Chancellor Angela Merkel can continue governing in a grand coalition with the SPD – but her party is paying a high price. Because the Social Democrats are getting comparatively much power in the new government. Criticism is growing in Merkel’s CDU.

The coalition agreement has been signed, the ministries are distributed – and the grand coalition can come. “Fair enough”, CSU leader Seehofer said on Wednesday about the agreement between the Union parties and the SPD. But some in the CDU/CSU think: It’s not alright at all.
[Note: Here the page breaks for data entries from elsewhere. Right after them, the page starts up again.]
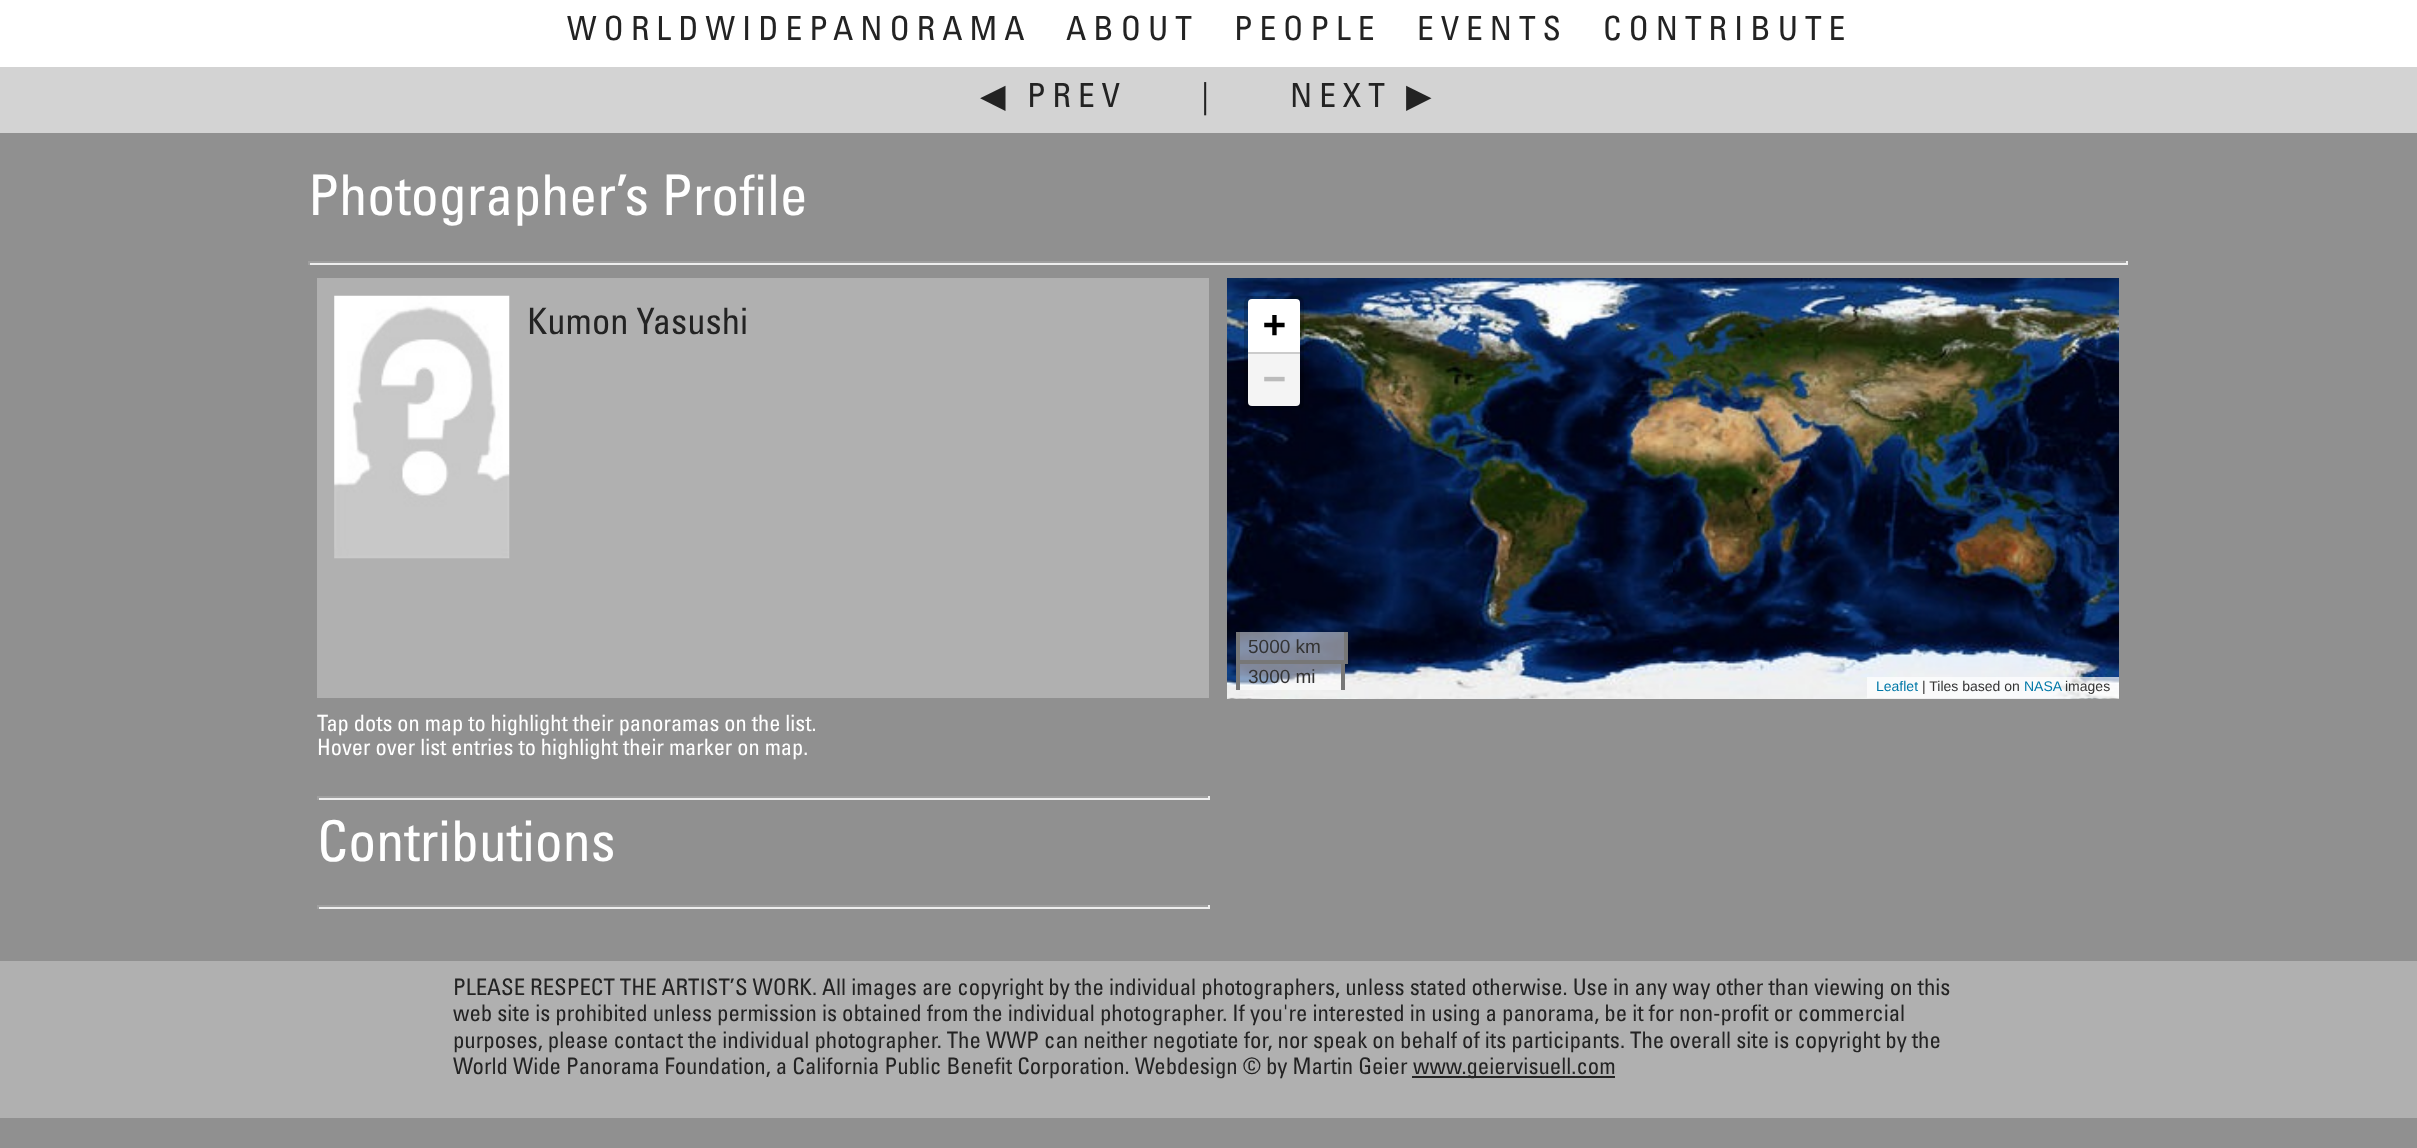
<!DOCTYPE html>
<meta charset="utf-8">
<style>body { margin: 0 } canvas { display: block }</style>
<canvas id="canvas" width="2417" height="1148"></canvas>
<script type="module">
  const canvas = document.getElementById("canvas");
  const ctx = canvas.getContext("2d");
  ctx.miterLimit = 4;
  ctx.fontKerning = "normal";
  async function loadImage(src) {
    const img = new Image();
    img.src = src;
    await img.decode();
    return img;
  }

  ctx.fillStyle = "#909090";
  ctx.fillRect(0, 0, 2417, 1148);
  ctx.fillStyle = "#ffffff";
  ctx.fillRect(0, 0, 2417, 67);
  ctx.letterSpacing = "7px";
  ctx.font = "33.25px Univers";
  ctx.fillStyle = "#232323";
  ctx.fillText("WORLDWIDEPANORAMA", 567, 40);
  ctx.fillText("ABOUT", 1066, 40);
  ctx.fillText("PEOPLE", 1234, 40);
  ctx.fillText("EVENTS", 1417, 40);
  ctx.fillText("CONTRIBUTE", 1603, 40);
  ctx.fillStyle = "#d3d3d3";
  ctx.fillRect(0, 67, 2417, 66);
  ctx.font = "33.25px DejaVu Sans";
  ctx.fillStyle = "#232323";
  ctx.fillText("◀", 980, 107);
  ctx.font = "33.25px Univers";
  ctx.fillText("PREV", 1027, 107);
  ctx.fillText("|", 1201, 107);
  ctx.fillText("NEXT", 1290, 107);
  ctx.font = "33.25px DejaVu Sans";
  ctx.fillText("▶", 1406, 107);
  ctx.letterSpacing = "0px";
  ctx.font = "56px Univers";
  ctx.fillStyle = "#ffffff";
  ctx.fillText("Photographer’s Profile", 308, 215);
  ctx.fillStyle = "#9f9f9f";
  ctx.fillRect(308, 261, 1820, 2);
  ctx.fillStyle = "#eeeeee";
  ctx.fillRect(2126, 261, 2, 4);
  ctx.fillRect(308, 263, 1820, 2);
  ctx.fillStyle = "#9f9f9f";
  ctx.fillRect(308, 261, 2, 4);
  ctx.fillStyle = "#b0b0b0";
  ctx.fillRect(317, 278, 892, 420);
  ctx.drawImage(await loadImage("img1.png"), 334, 295, 176, 264);
  ctx.font = "36.5px Univers";
  ctx.fillStyle = "#232323";
  ctx.fillText("Kumon Yasushi", 527, 334);
  ctx.drawImage(await loadImage("img2.png"), 1227, 278, 446, 421);
  ctx.drawImage(await loadImage("img3.png"), 1673, 278, 446, 421);
  ctx.beginPath();
  ctx.roundRect(1246, 298, 56, 110, 5);
  ctx.strokeStyle = "rgba(0, 0, 0, 0.2)";
  ctx.lineWidth = 4;
  ctx.stroke();
  ctx.fillStyle = "#ffffff";
  ctx.beginPath();
  ctx.roundRect(1248, 299, 52, 55, [4, 4, 0, 0]);
  ctx.fill();
  ctx.fillStyle = "#cccccc";
  ctx.fillRect(1248, 352, 52, 2);
  ctx.font = "bold 38px DejaVu Sans Mono";
  ctx.fillStyle = "#000000";
  ctx.fillText("+", 1263, 337);
  ctx.fillStyle = "#f4f4f4";
  ctx.beginPath();
  ctx.roundRect(1248, 354, 52, 52, [0, 0, 4, 4]);
  ctx.fill();
  ctx.fillStyle = "#bbbbbb";
  ctx.fillText("−", 1263, 391);
  ctx.fillStyle = "rgba(255, 255, 255, 0.5)";
  ctx.fillRect(1240, 632, 104, 28);
  ctx.fillStyle = "#777777";
  ctx.fillRect(1344, 632, 4, 31);
  ctx.fillRect(1345, 660, 3, 4);
  ctx.fillRect(1236, 632, 4, 31);
  ctx.font = "19px Liberation Sans";
  ctx.fillStyle = "#333333";
  ctx.fillText("5000 km", 1248, 653);
  ctx.fillStyle = "rgba(255, 255, 255, 0.5)";
  ctx.fillRect(1240, 664, 101, 26);
  ctx.fillStyle = "#777777";
  ctx.fillRect(1236, 660, 108, 4);
  ctx.fillRect(1341, 660, 4, 30);
  ctx.fillRect(1236, 660, 4, 30);
  ctx.fillStyle = "#333333";
  ctx.fillText("3000 mi", 1248, 683);
  ctx.fillStyle = "rgba(255, 255, 255, 0.7)";
  ctx.fillRect(1867, 677, 252, 21);
  ctx.font = "14px Liberation Sans";
  ctx.fillStyle = "#0078a8";
  ctx.fillText("Leaflet", 1876, 691);
  ctx.fillStyle = "#333333";
  ctx.fillText("| Tiles based on", 1922, 691);
  ctx.fillStyle = "#0078a8";
  ctx.fillText("NASA", 2024, 691);
  ctx.fillStyle = "#333333";
  ctx.fillText("images", 2065, 691);
  ctx.font = "22.4px Univers";
  ctx.fillStyle = "#ffffff";
  ctx.fillText("Tap dots on map to highlight their panoramas on the list.", 317, 731);
  ctx.fillText("Hover over list entries to highlight their marker on map.", 317, 755);
  ctx.fillStyle = "#9f9f9f";
  ctx.fillRect(317, 796, 892, 2);
  ctx.fillStyle = "#eeeeee";
  ctx.fillRect(1208, 796, 2, 4);
  ctx.fillRect(317, 798, 892, 2);
  ctx.fillStyle = "#9f9f9f";
  ctx.fillRect(317, 796, 2, 4);
  ctx.font = "56px Univers";
  ctx.fillStyle = "#ffffff";
  ctx.fillText("Contributions", 317, 861);
  ctx.fillStyle = "#9f9f9f";
  ctx.fillRect(317, 905, 892, 2);
  ctx.fillStyle = "#eeeeee";
  ctx.fillRect(1208, 905, 2, 4);
  ctx.fillRect(317, 907, 892, 2);
  ctx.fillStyle = "#9f9f9f";
  ctx.fillRect(317, 905, 2, 4);
  ctx.fillStyle = "#b0b0b0";
  ctx.fillRect(0, 961, 2417, 157);
  ctx.font = "22.75px Univers";
  ctx.fillStyle = "#232323";
  ctx.fillText("PLEASE RESPECT THE ARTIST’S WORK. All images are copyright by the individual photographers, unless stated otherwise. Use in any way other than viewing on this", 453, 995);
  ctx.fillText("web site is prohibited unless permission is obtained from the individual photographer. If you're interested in using a panorama, be it for non-profit or commercial", 453, 1021);
  ctx.fillText("purposes, please contact the individual photographer. The WWP can neither negotiate for, nor speak on behalf of its participants. The overall site is copyright by the", 453, 1048);
  ctx.fillText("World Wide Panorama Foundation, a California Public Benefit Corporation. Webdesign © by Martin Geier", 453, 1074);
  ctx.fillRect(1412, 1076, 203, 2);
  ctx.fillText("www.geiervisuell.com", 1413, 1074);
</script>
For in the poker for the cabinet positions in a black-red federal government, the SPD is considered the winner – after all, the Social Democrats won the key ministries of foreign affairs and finance, as well as the ministries of labor and social affairs. The Ministry of Finance, of all ministries, has been led over the last eight years by CDU veteran Wolfgang Schäuble, who has enjoyed a consistently high reputation among the population.  Now the department is to go to Hamburg’s mayor Olaf Scholz of the SPD – if the coalition agreement is approved by the members of the party.

Shortly after the agreement on forming a coalition between the CDU/CSU and the SPD, the CDU promptly voiced criticism, especially from the party’s Economic Council, which dislikes the distribution of ministries. Concerns that the Social Democrats aren’t good at handling money are articulated more or less clearly. “With the social and family ministries, two of the most expensive ministries go to the SPD,” said Werner M. Bahlsen, president of the committee, to the German Press Agency. “The fact that the SPD will also be given the key finance department will put an end to solid budgetary policy.”

Decent deal for SPD considering election result

The Secretary General of the Economic Council, Wolfgang Steiger, went even further: “The distribution of departments in no way reflects the election result”, he criticised on Wednesday – the results of the negotiations between the two parties had just become public. The SPD had won 20.5 percent of the votes in last autumn’s federal elections, CDU and CSU together 33 percent.

Paul Ziemiak, head of the Young Union, called on the CDU/CSU parties to be vigilant about the future SPD-led finance ministry. Ziemiak said that the coalition agreement was a good compromise with which the CDU/CSU could live. “Nevertheless, we must be very vigilant over the next few years when it comes to generational policies and stable budget policies – especially if the SPD provides the finance minister.”

On Wednesday, CDU leader Angela Merkel had tried to dispel unease in the CDU/CSU faction about the loss of the finance ministry. According to statements from participants, the Chancellor said that she knew that the transfer of the finance ministry to the SPD was causing many worries. However, she pointed out the great importance of the Bundestag in budget matters. During the debate, CDU/CSU members expressed their concern that the future SPD-led finance department could stray from the course of stability in European policy matters.

Merkel could now be elected Chancellor for the fourth time. But nothing is certain yet: the 463,000 SPD members have the last word. They will vote on the coalition agreement from February 20 to March 2. The Jusos (SPD youth organisation) will start their no-campaign on Friday, the party leadership wants to advertise for the coalition agreement next week.

Whether Horst Seehofer – in the planned new Federal Government as Minister of the Interior with the new responsibility “Homeland Affairs” – is right with his statement “Passt scho” (“Fair enough”)? The dispute is far from over.